• London Marathon Nutrition – (just) before – during – and after!

    Posted in nutrition on April 11, 2013

    Sunday 21st April, just another Sunday in the capital right? No! It’s the London Marathon and many of you reading this will no doubt be participating and those who are watching are very likely to be inspired for next year. The physical training and commitment to participate in any marathon is immense – those of  you making it to the start line, we salute you!

    As some of the upmysport team know firsthand, one of the big pre- marathon anxieties is how to fuel up before the race, and also how to manage nutrition and hydration along the 26 mile route and to help with recovery afterwards.

    Naomi Mead, Nutritional Therapist & Co-Founder of Food First talks us through her top tips.

    Marathon Runners we salute you!

    The big day is approaching. You have endured the COLD, dark, wet, winter evenings pounding the streets, with everyone telling you that you’re completely mad. There have been times where you have most certainly agreed with them. But now you’re less than 2 weeks away, and despite what looms ahead, you know that you’re going to feel pretty damn smug afterwards.

    It’s the final push, and you want to get your body into tip top condition; ensuring you’re one of those (mildly irritating) people jumping up and down on the start line…sweatbands and all!  And a big part to play in this is your nutrition leading up to race day. Your food and drink intake can strongly influence your performance, and now, just days before your big day, it must be optimal.

    So to help you bound over the finish line, we have put together our top tips on how to fuel in the lead up to, and during, the race…

    1)       Change is not always gooddo not try and introduce new foods into your diet in the days leading up to marathon day. You don’t want any risk of discovering something that doesn’t agree with you- the last thing you want on race day is a dodgy stomach!  You know your body best, so stick to foods that you’ve eaten before and can easily digest.
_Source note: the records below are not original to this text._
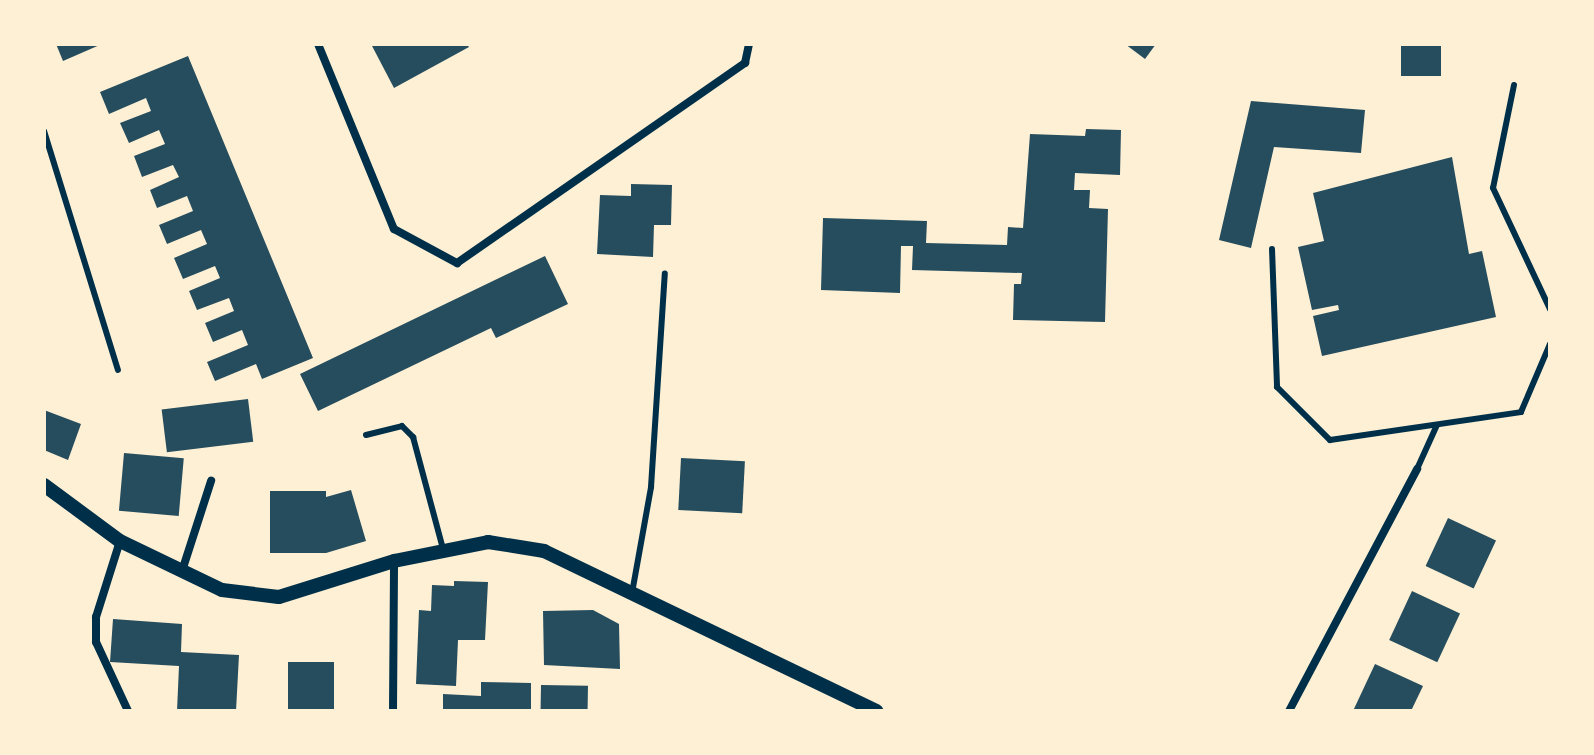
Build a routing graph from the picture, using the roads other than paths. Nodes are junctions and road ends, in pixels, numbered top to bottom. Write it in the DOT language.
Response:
graph roads {
  1 [pos="318,44"];
  2 [pos="749,44"];
  3 [pos="1514,85"];
  4 [pos="44,131"];
  5 [pos="1272,249"];
  6 [pos="665,273"];
  7 [pos="1550,309"];
  8 [pos="1550,344"];
  9 [pos="118,370"];
  10 [pos="1437,424"];
  11 [pos="366,435"];
  12 [pos="1417,469"];
  13 [pos="211,481"];
  14 [pos="44,485"];
  15 [pos="120,541"];
  16 [pos="444,551"];
  17 [pos="394,561"];
  18 [pos="182,571"];
  19 [pos="632,593"];
  20 [pos="128,711"];
  21 [pos="393,711"];
  22 [pos="876,711"];
  23 [pos="1289,711"];
  1 -- 2 [label="street"];
  3 -- 7 [label="lane"];
  4 -- 9 [label="lane"];
  5 -- 10 [label="lane"];
  6 -- 19 [label="lane"];
  8 -- 10 [label="lane"];
  10 -- 12 [label="lane"];
  11 -- 16 [label="lane"];
  12 -- 23 [label="street"];
  13 -- 18 [label="street"];
  14 -- 15 [label="street"];
  15 -- 18 [label="street"];
  15 -- 20 [label="street"];
  16 -- 17 [label="street"];
  16 -- 19 [label="street"];
  17 -- 18 [label="street"];
  17 -- 21 [label="street"];
  19 -- 22 [label="street"];
}
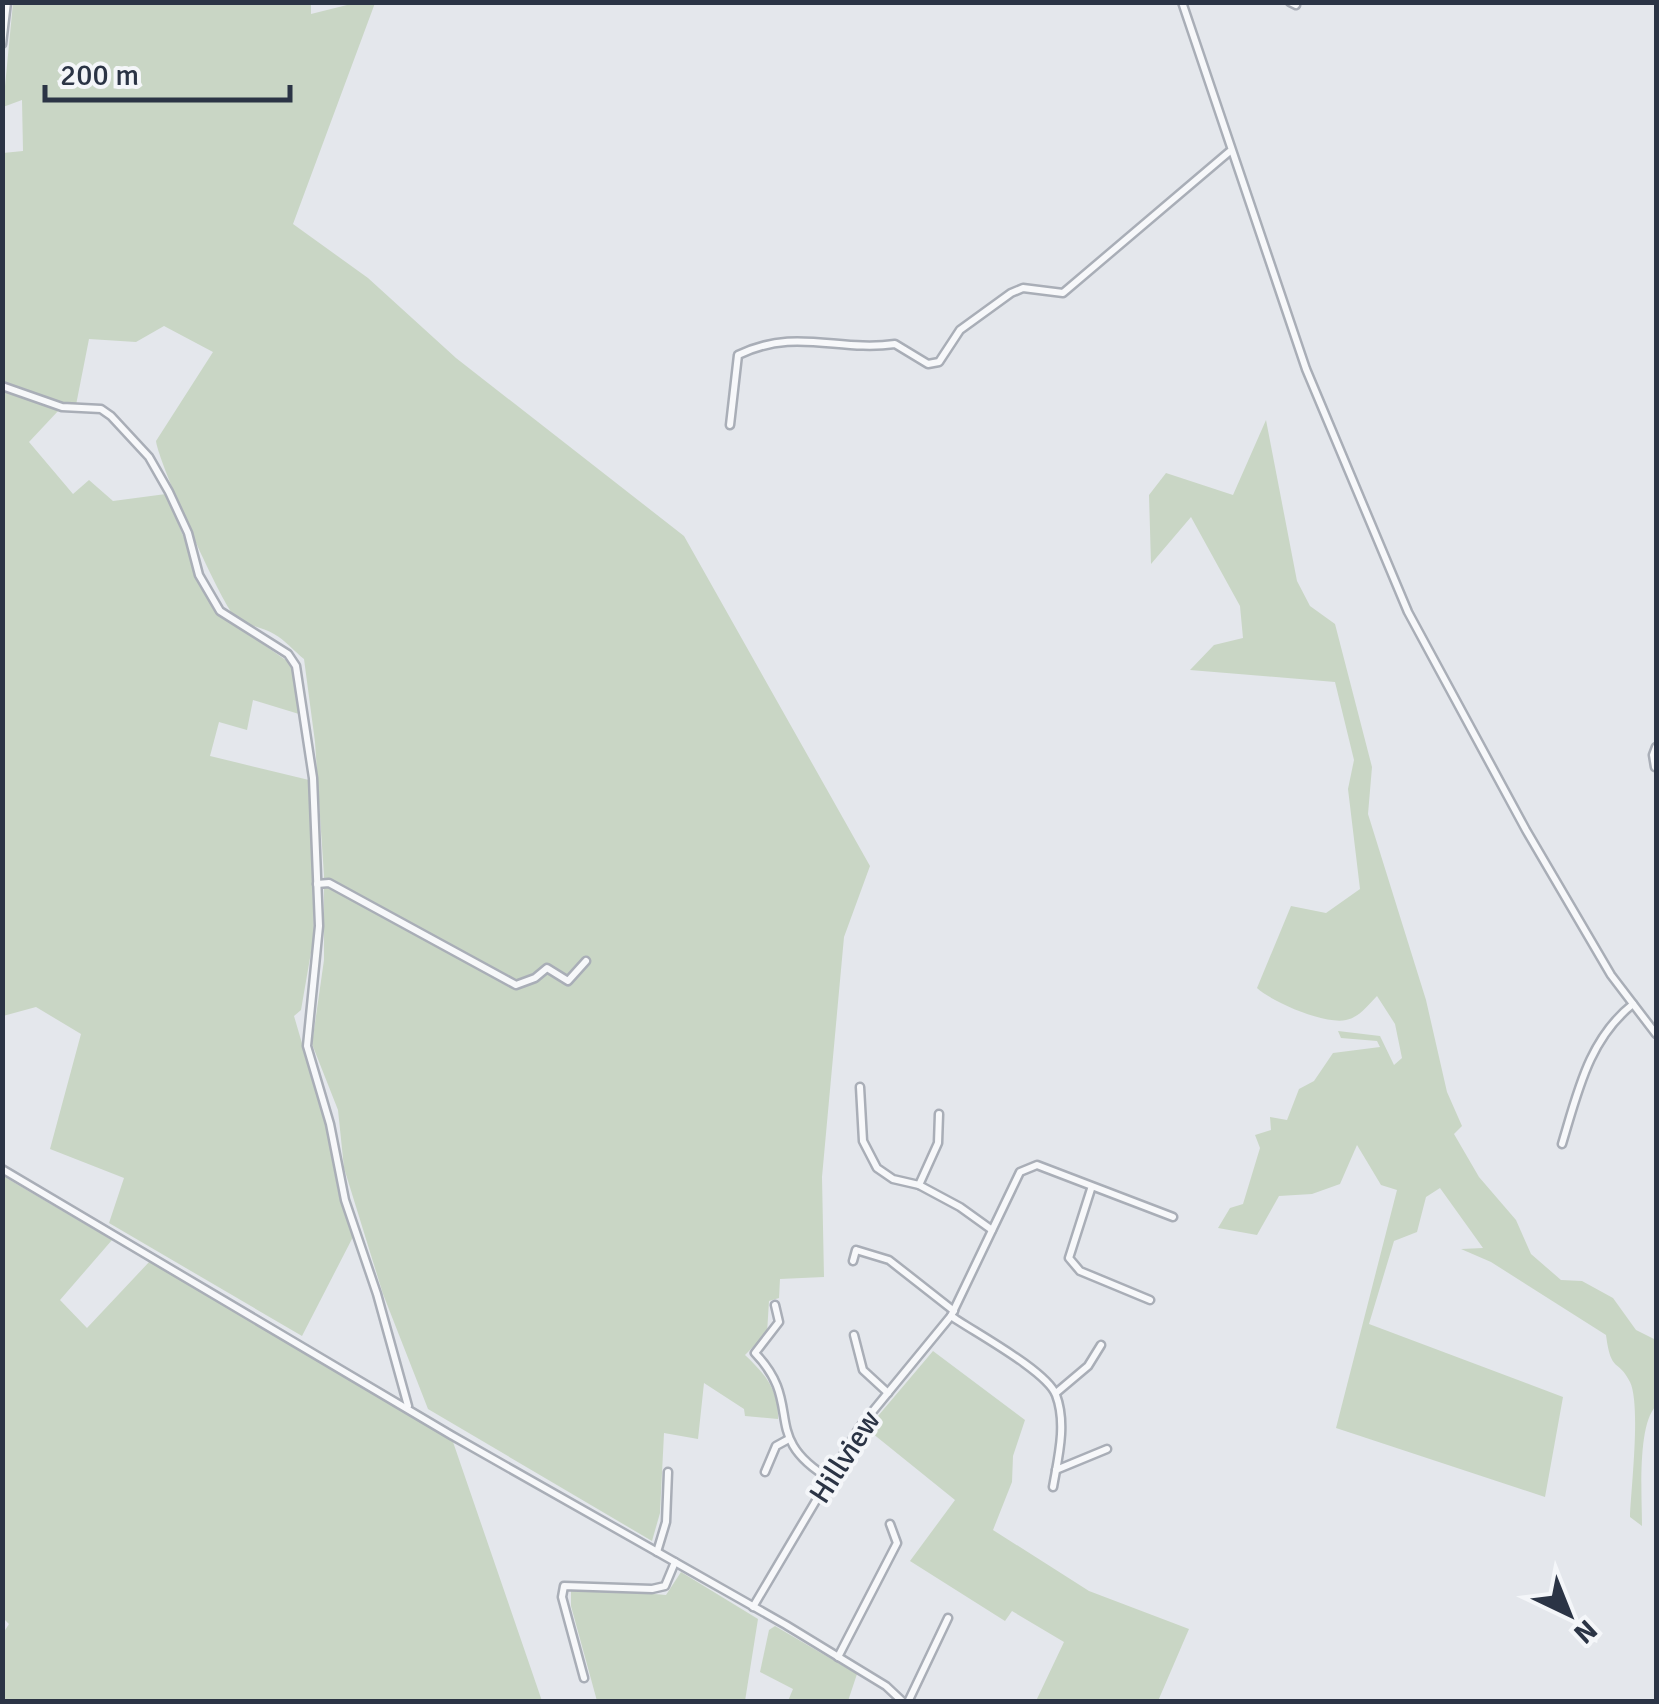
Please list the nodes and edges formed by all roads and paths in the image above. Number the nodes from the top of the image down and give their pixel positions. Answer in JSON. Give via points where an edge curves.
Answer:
{"nodes":[{"id":1,"x":7,"y":2,"type":"edge"},
{"id":2,"x":1182,"y":2,"type":"edge"},
{"id":3,"x":2,"y":44,"type":"edge"},
{"id":4,"x":1229,"y":152,"type":"junction"},
{"id":5,"x":2,"y":386,"type":"edge"},
{"id":6,"x":730,"y":424,"type":"dead end"},
{"id":7,"x":1656,"y":747,"type":"edge"},
{"id":8,"x":1655,"y":767,"type":"edge"},
{"id":9,"x":317,"y":884,"type":"junction"},
{"id":10,"x":586,"y":961,"type":"dead end"},
{"id":11,"x":1633,"y":1004,"type":"junction"},
{"id":12,"x":1656,"y":1034,"type":"edge"},
{"id":13,"x":860,"y":1087,"type":"dead end"},
{"id":14,"x":939,"y":1113,"type":"dead end"},
{"id":15,"x":1562,"y":1144,"type":"dead end"},
{"id":16,"x":2,"y":1169,"type":"edge"},
{"id":17,"x":919,"y":1186,"type":"junction"},
{"id":18,"x":1091,"y":1189,"type":"junction"},
{"id":19,"x":1172,"y":1217,"type":"dead end"},
{"id":20,"x":992,"y":1230,"type":"junction"},
{"id":21,"x":853,"y":1262,"type":"dead end"},
{"id":22,"x":1150,"y":1300,"type":"dead end"},
{"id":23,"x":775,"y":1305,"type":"dead end"},
{"id":24,"x":952,"y":1314,"type":"junction"},
{"id":25,"x":855,"y":1334,"type":"dead end"},
{"id":26,"x":1101,"y":1346,"type":"dead end"},
{"id":27,"x":888,"y":1393,"type":"junction"},
{"id":28,"x":1056,"y":1393,"type":"junction"},
{"id":29,"x":408,"y":1406,"type":"junction"},
{"id":30,"x":787,"y":1440,"type":"junction"},
{"id":31,"x":1108,"y":1449,"type":"dead end"},
{"id":32,"x":1056,"y":1470,"type":"junction"},
{"id":33,"x":668,"y":1472,"type":"dead end"},
{"id":34,"x":765,"y":1472,"type":"dead end"},
{"id":35,"x":830,"y":1478,"type":"junction"},
{"id":36,"x":1053,"y":1487,"type":"dead end"},
{"id":37,"x":890,"y":1524,"type":"dead end"},
{"id":38,"x":657,"y":1552,"type":"junction"},
{"id":39,"x":674,"y":1562,"type":"junction"},
{"id":40,"x":753,"y":1606,"type":"junction"},
{"id":41,"x":948,"y":1618,"type":"dead end"},
{"id":42,"x":838,"y":1657,"type":"junction"},
{"id":43,"x":584,"y":1678,"type":"dead end"},
{"id":44,"x":905,"y":1702,"type":"edge"}],
"edges":[{"from":1,"to":3,"type":"street"},
{"from":2,"to":4,"type":"street"},
{"from":4,"to":6,"type":"street","via":[[1063,294],[1023,288],[1011,294],[960,330],[939,362],[928,364],[895,344],[866,348],[785,339],[738,355]]},
{"from":4,"to":11,"type":"street","via":[[1306,369],[1408,612],[1526,830]]},
{"from":5,"to":9,"type":"street","via":[[112,416],[169,492],[199,575],[220,611],[288,654],[298,675],[312,778]]},
{"from":7,"to":8,"type":"street"},
{"from":9,"to":10,"type":"street","via":[[330,883],[516,984],[547,968],[568,981]]},
{"from":9,"to":29,"type":"street","via":[[320,926],[307,1046],[344,1200]]},
{"from":11,"to":12,"type":"street"},
{"from":11,"to":15,"type":"street","via":[[1596,1044]]},
{"from":13,"to":17,"type":"street","via":[[863,1141],[871,1160],[886,1176]]},
{"from":14,"to":17,"type":"street","via":[[938,1143]]},
{"from":16,"to":29,"type":"street"},
{"from":17,"to":20,"type":"street"},
{"from":18,"to":19,"type":"street"},
{"from":18,"to":20,"type":"street","name":"Hillview","via":[[1031,1165],[1015,1178]]},
{"from":18,"to":22,"type":"street","via":[[1069,1258],[1080,1271]]},
{"from":20,"to":24,"type":"street","name":"Hillview"},
{"from":21,"to":24,"type":"street","via":[[856,1250],[889,1260]]},
{"from":23,"to":30,"type":"street","via":[[779,1322],[754,1353],[781,1387]]},
{"from":24,"to":27,"type":"street","name":"Hillview"},
{"from":24,"to":28,"type":"street"},
{"from":25,"to":27,"type":"street","via":[[863,1370]]},
{"from":26,"to":28,"type":"street"},
{"from":27,"to":35,"type":"street","name":"Hillview"},
{"from":28,"to":32,"type":"street"},
{"from":29,"to":38,"type":"street"},
{"from":30,"to":34,"type":"street","via":[[776,1446]]},
{"from":30,"to":35,"type":"street","via":[[803,1462]]},
{"from":31,"to":32,"type":"street"},
{"from":32,"to":36,"type":"street"},
{"from":33,"to":38,"type":"street"},
{"from":35,"to":40,"type":"street","name":"Hillview"},
{"from":37,"to":42,"type":"street","via":[[898,1542]]},
{"from":38,"to":39,"type":"street"},
{"from":39,"to":40,"type":"street"},
{"from":39,"to":43,"type":"street","via":[[665,1586],[652,1589],[564,1586]]},
{"from":40,"to":42,"type":"street"},
{"from":41,"to":44,"type":"street"},
{"from":42,"to":44,"type":"street"}]}
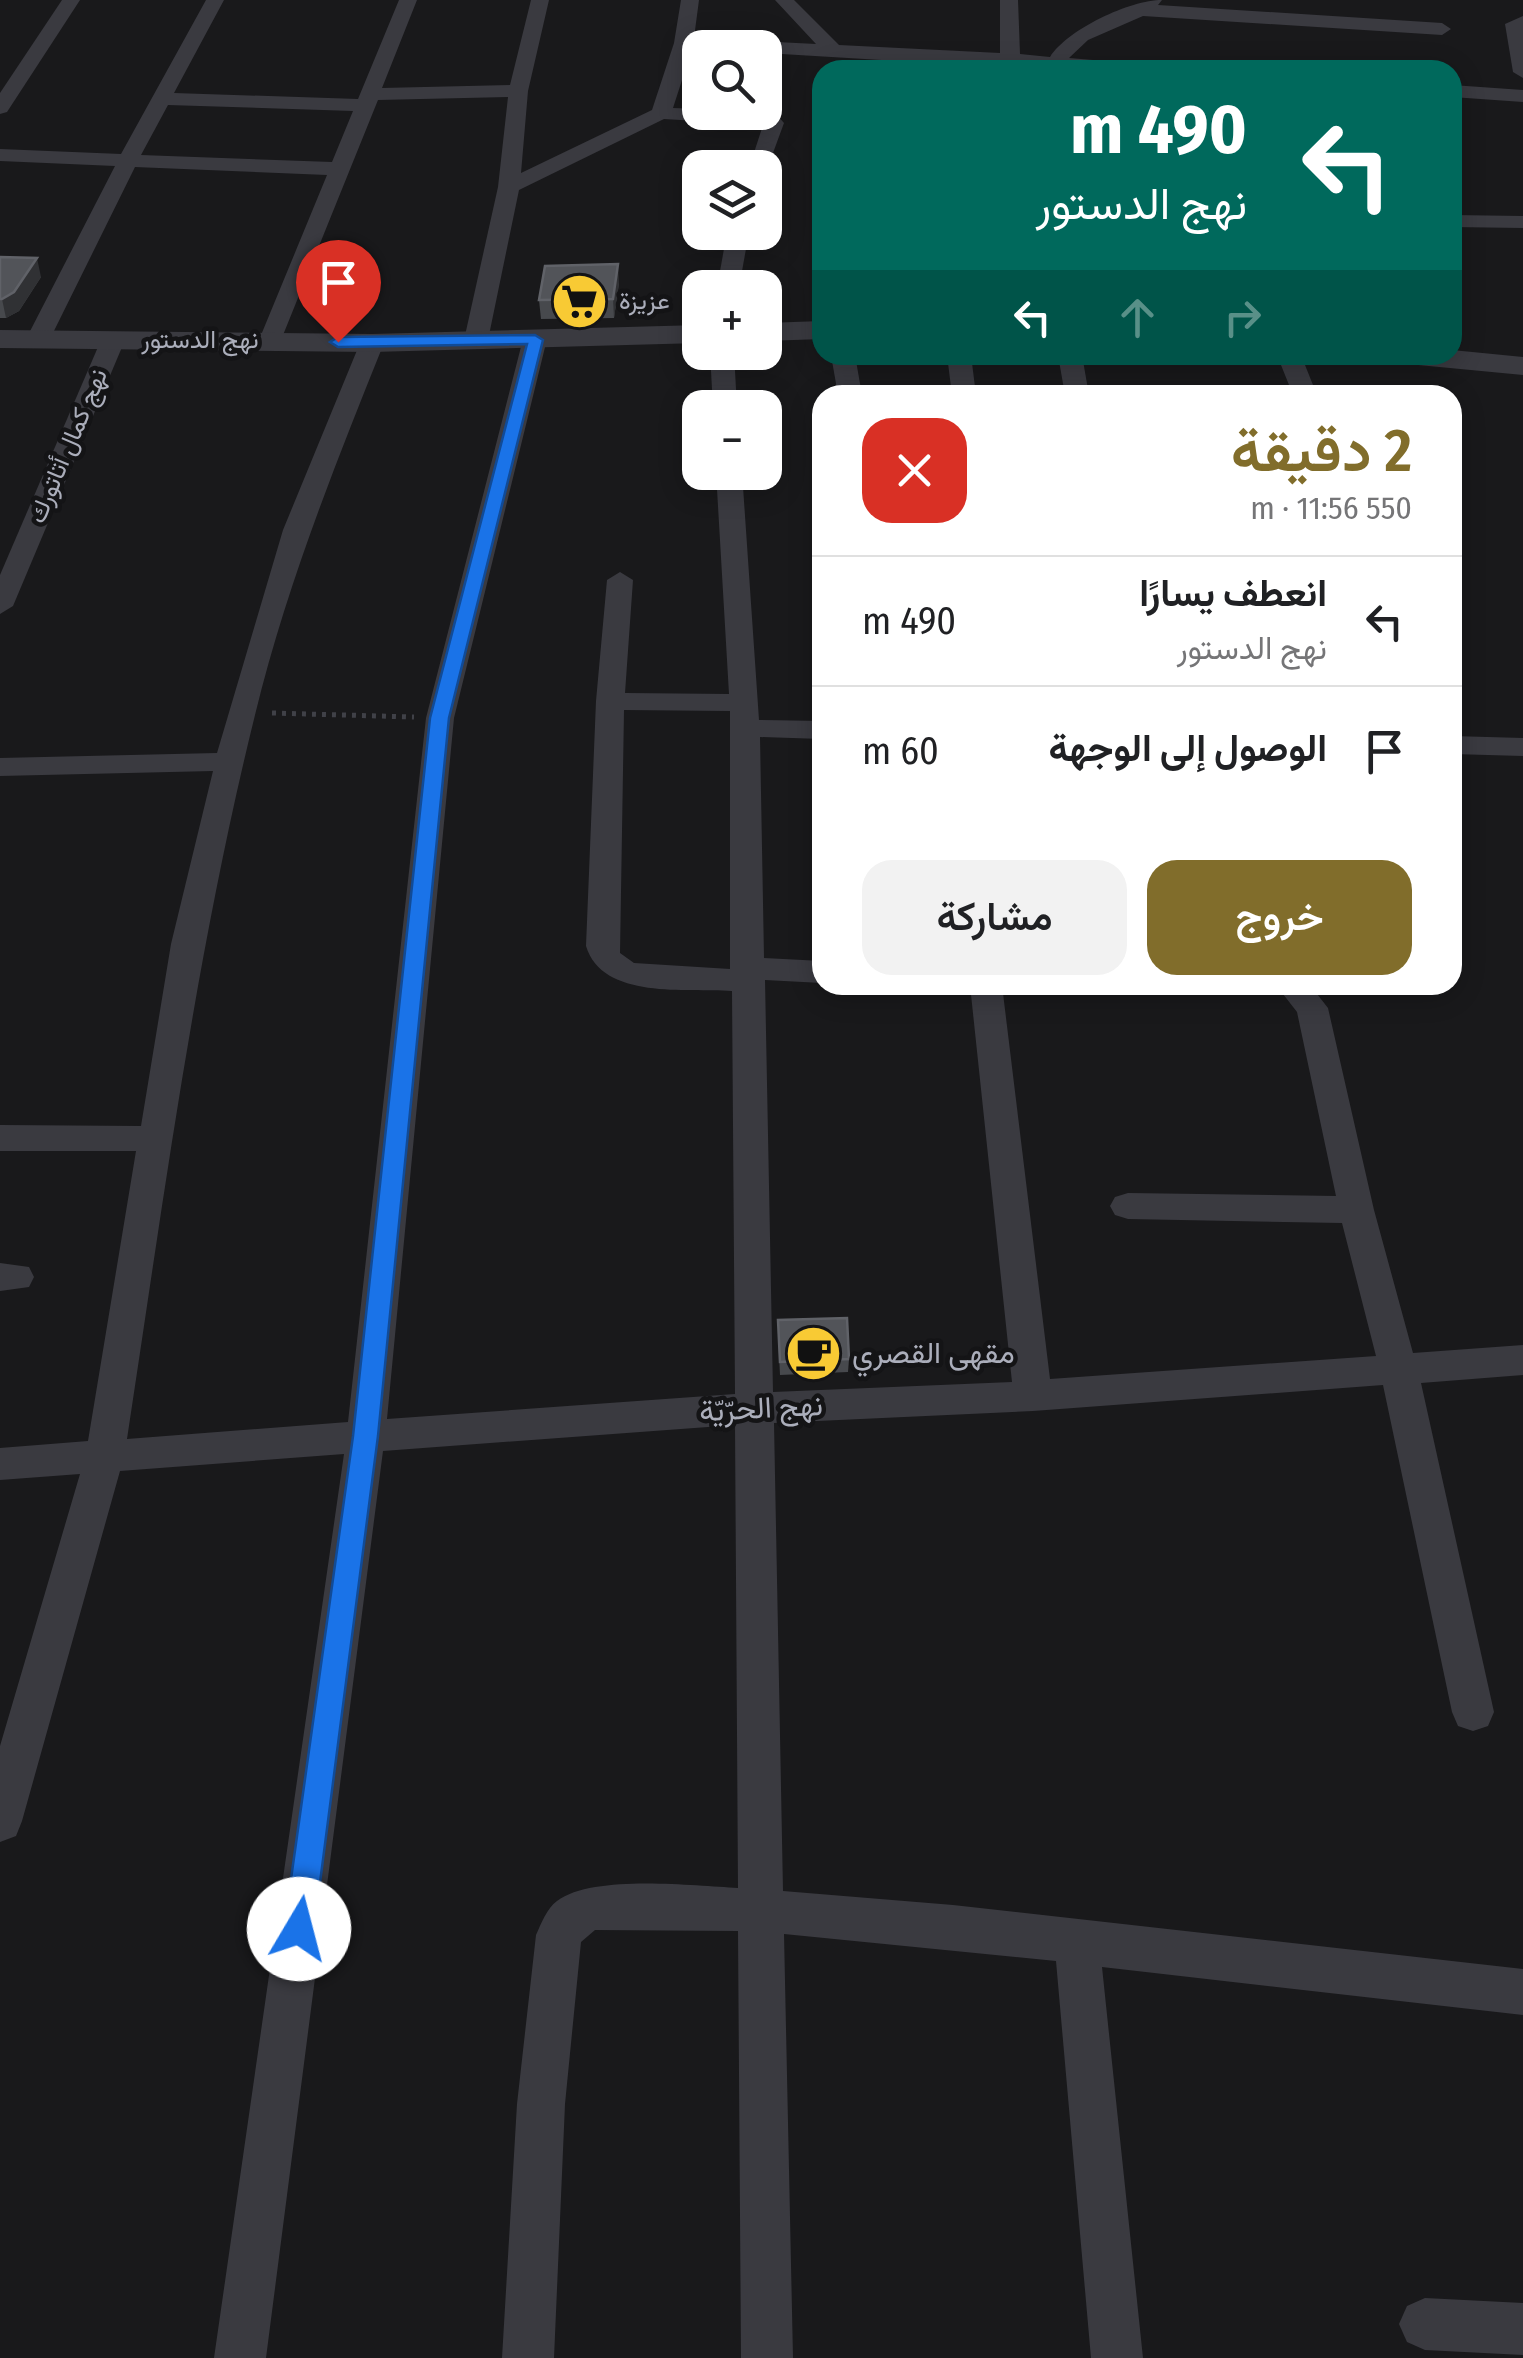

    2)      We wary of your fibre intake in the days leading up to the race, by avoiding gas-forming foods such as cruciferous vegetables (broccoli, cauliflower cabbage), beans and pulses.

    Urine chart

    3)      Hydration – In the days leading up to the marathon you want to stay hydrated — but don’t drink obsessively. The colour of your urine is really the best indicator of whether you’re getting this right. If it’s totally clear, you’re drinking too much. If it dark in colour, you’re definitely not drinking enough. Pale yellow is ideal!

    4)      The right carbs- try to increase your intake to around 8-10g of carbohydrate per kg of body weight per day for the week leading up to the marathon to help maximize your glycogen stores. Don’t be tempted to choose sugary, refined foods but instead opt for natural wholefoods that are medium-low on the glycaemic index. Brown rice, fruit such as berries, apples, pears and stone fruits, green leafy vegetables, wholegrain bread and sweet potato are all great options.

    5)      The Last Supper- keep this simple and resist the urge to overeat. This meal should combine a good source of protein, ideally chicken or fish (avoid red meat which is difficult to digest), with some complex carbs and plenty of steamed veggies. Steer clear of creamy sauces, spices or garlic. Plain is best!  Avoid caffeine post 3pm the day before the race to give yourself the best chance of a good night’s sleep.

    Bagel with peanut butter

    6)      Marathon day breakfast- make sure you finish your breakfast at least 90 minutes before the start of the race. This should consist of something easily digestible (so nothing high in fat) combining carbohydrate and protein. Most importantly it should be something that you’ve tried and tested in training! Ideas include: a bagel with peanut butter, bowl of porridge with berries, banana with an energy bar.

    Porridge with berries

    7)      Sports Gelscan be really beneficial for refueling during the race, but don’t wash down with sports drinks; chase with water instead. Putting too much sugar into your system at once can cause stomach cramps or diarrhea.

    8)      The importance of refueling– you have a window of around 45 minutes post-run when your body is primed to replenish its glycogen stores, and to soak up protein for muscle repair. The guidelines are:  1g of carbohydrate per kg of body weight plus 10-20 g of protein. It is also crucial that you replace the fluids you have lost through sweat. Keep monitoring your urine to ensure that you are adequately hydrated in the hours following the race. Resist the temptation to switch straight over to the beers!

    And finally GOOD LUCK! We will all be cheering you on very firmly from the sidelines!